_Description of the task_
The result should be an exact copy of the entries that follow, with no pictures included.

_Dataset records_
------
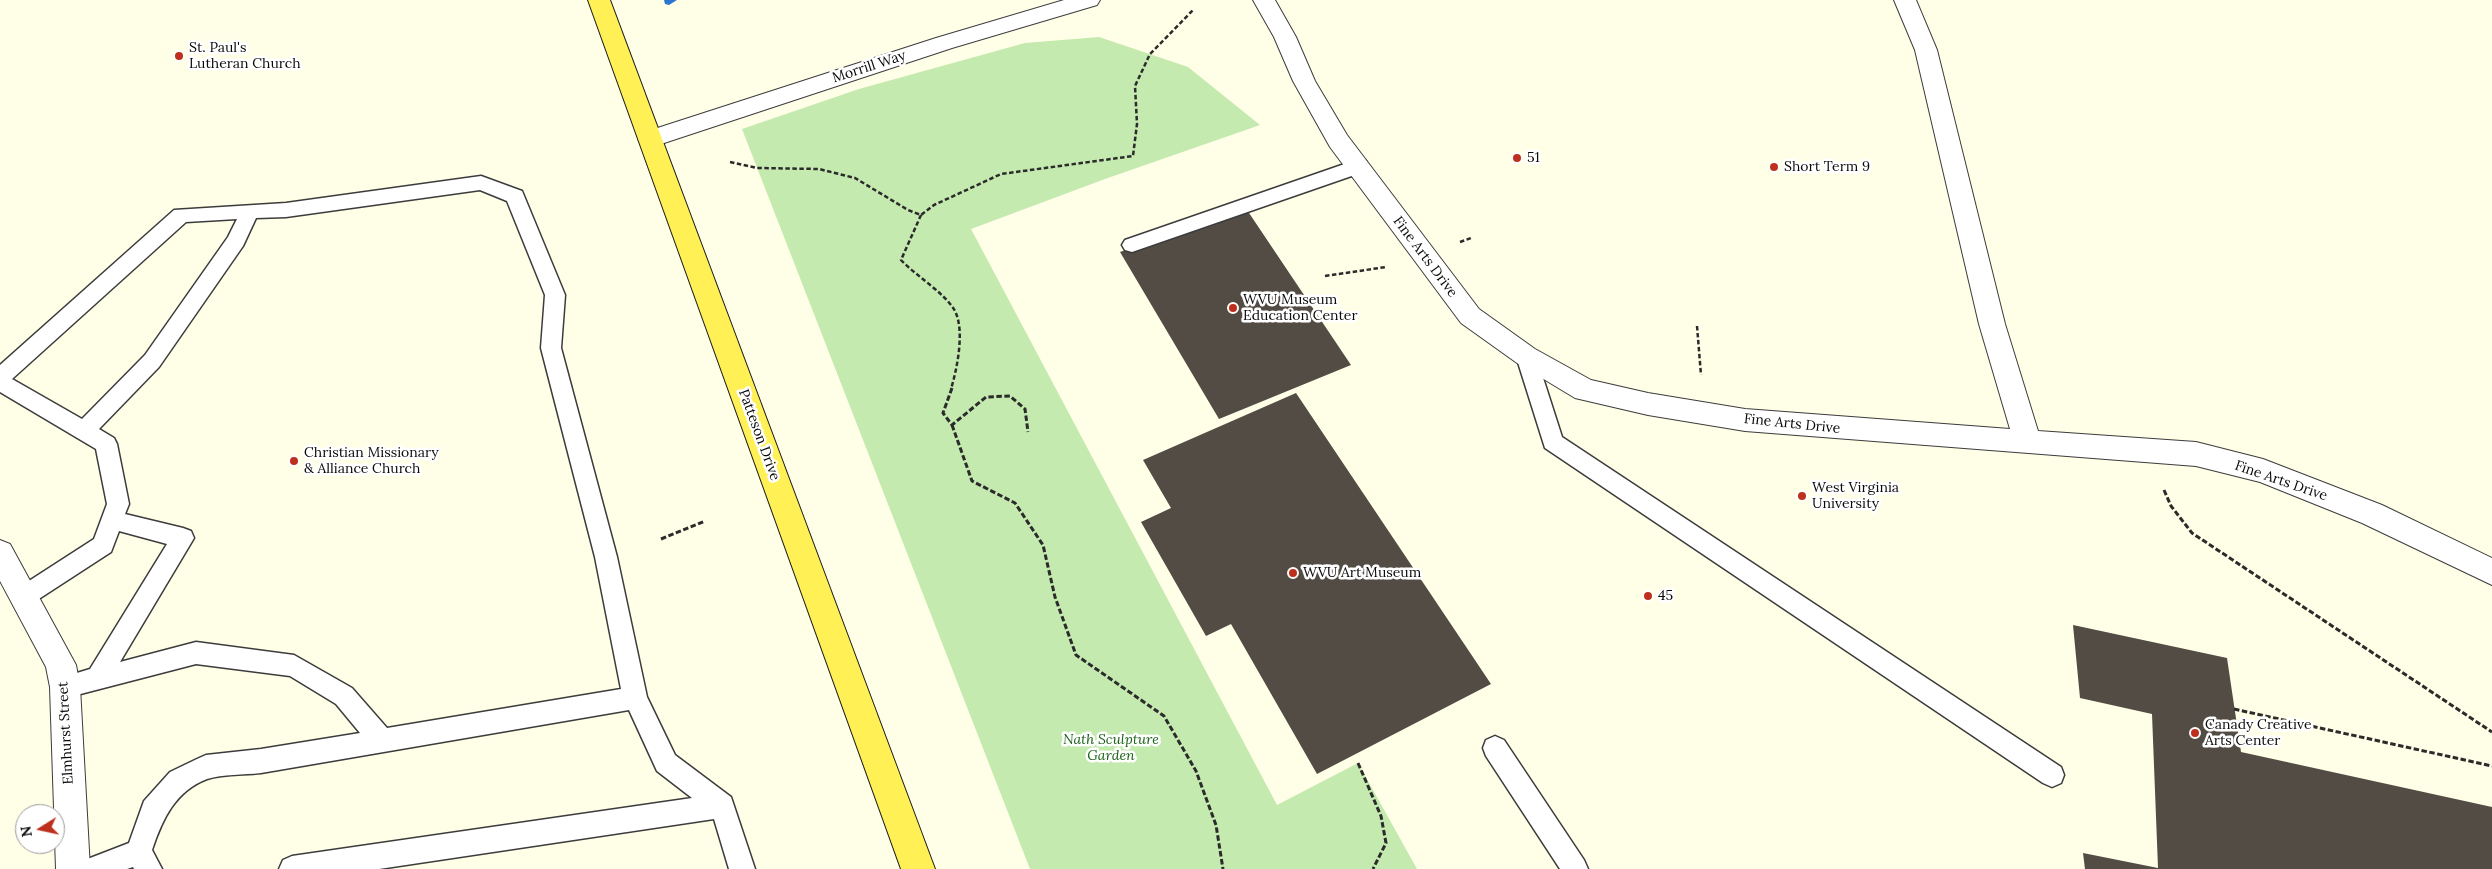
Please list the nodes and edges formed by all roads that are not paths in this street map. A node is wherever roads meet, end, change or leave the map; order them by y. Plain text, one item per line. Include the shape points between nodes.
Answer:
1 (599, 0) edge
2 (1090, 0) edge
3 (1264, 0) edge
4 (1906, 0) edge
5 (650, 139) junction
6 (1359, 166) junction
7 (250, 212) junction
8 (1132, 245) dead end
9 (1526, 356) junction
10 (0, 378) edge
11 (0, 382) edge
12 (84, 431) junction
13 (2027, 442) junction
14 (112, 520) junction
15 (0, 553) edge
16 (2492, 572) edge
17 (23, 597) junction
18 (98, 678) junction
19 (65, 687) junction
20 (635, 698) junction
21 (382, 740) junction
22 (1495, 748) dead end
23 (2052, 775) dead end
24 (722, 806) junction
25 (143, 861) edge
26 (73, 869) edge
27 (94, 869) edge
28 (292, 869) edge
29 (742, 869) edge
30 (918, 869) edge
31 (1575, 869) edge

1 - 5 main road, Patteson Drive
2 - 5 street, Morrill Way via 944,43
3 - 6 street, Fine Arts Drive via 1338,141
4 - 13 street via 1926,50 1992,324
5 - 30 main road, Patteson Drive
6 - 8 lane
6 - 9 street, Fine Arts Drive via 1470,316
7 - 10 lane via 181,215
7 - 12 lane via 236,241 152,362
7 - 20 lane via 481,183 515,196 555,295 551,348 606,557
9 - 13 street, Fine Arts Drive via 1585,390 1648,404 1744,420 1842,430
9 - 23 lane via 1553,442
11 - 12 lane
12 - 14 lane via 106,444 118,504
13 - 16 street, Fine Arts Drive via 2196,454 2263,471 2372,514
14 - 17 lane via 102,545
14 - 18 lane via 183,538
15 - 17 street, Elmhurst Street
17 - 19 street, Elmhurst Street via 61,665
18 - 19 lane
18 - 21 lane via 196,653 294,666 344,696
19 - 26 street, Elmhurst Street
20 - 21 lane
20 - 24 lane via 666,763
21 - 25 lane via 206,767 179,780 153,810
22 - 31 lane
24 - 28 lane
24 - 29 lane
25 - 27 lane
------
_Exercise output_
Please list the nodes and edges formed by all roads that are not paths in this street map. A node is wherever roads meet, end, change or leave the map; order them by y. Plain text, one item per line. Include the shape points between nodes.
Answer:
1 (599, 0) edge
2 (1090, 0) edge
3 (1264, 0) edge
4 (1906, 0) edge
5 (650, 139) junction
6 (1359, 166) junction
7 (250, 212) junction
8 (1132, 245) dead end
9 (1526, 356) junction
10 (0, 378) edge
11 (0, 382) edge
12 (84, 431) junction
13 (2027, 442) junction
14 (112, 520) junction
15 (0, 553) edge
16 (2492, 572) edge
17 (23, 597) junction
18 (98, 678) junction
19 (65, 687) junction
20 (635, 698) junction
21 (382, 740) junction
22 (1495, 748) dead end
23 (2052, 775) dead end
24 (722, 806) junction
25 (143, 861) edge
26 (73, 869) edge
27 (94, 869) edge
28 (292, 869) edge
29 (742, 869) edge
30 (918, 869) edge
31 (1575, 869) edge

1 - 5 main road, Patteson Drive
2 - 5 street, Morrill Way via 944,43
3 - 6 street, Fine Arts Drive via 1338,141
4 - 13 street via 1926,50 1992,324
5 - 30 main road, Patteson Drive
6 - 8 lane
6 - 9 street, Fine Arts Drive via 1470,316
7 - 10 lane via 181,215
7 - 12 lane via 236,241 152,362
7 - 20 lane via 481,183 515,196 555,295 551,348 606,557
9 - 13 street, Fine Arts Drive via 1585,390 1648,404 1744,420 1842,430
9 - 23 lane via 1553,442
11 - 12 lane
12 - 14 lane via 106,444 118,504
13 - 16 street, Fine Arts Drive via 2196,454 2263,471 2372,514
14 - 17 lane via 102,545
14 - 18 lane via 183,538
15 - 17 street, Elmhurst Street
17 - 19 street, Elmhurst Street via 61,665
18 - 19 lane
18 - 21 lane via 196,653 294,666 344,696
19 - 26 street, Elmhurst Street
20 - 21 lane
20 - 24 lane via 666,763
21 - 25 lane via 206,767 179,780 153,810
22 - 31 lane
24 - 28 lane
24 - 29 lane
25 - 27 lane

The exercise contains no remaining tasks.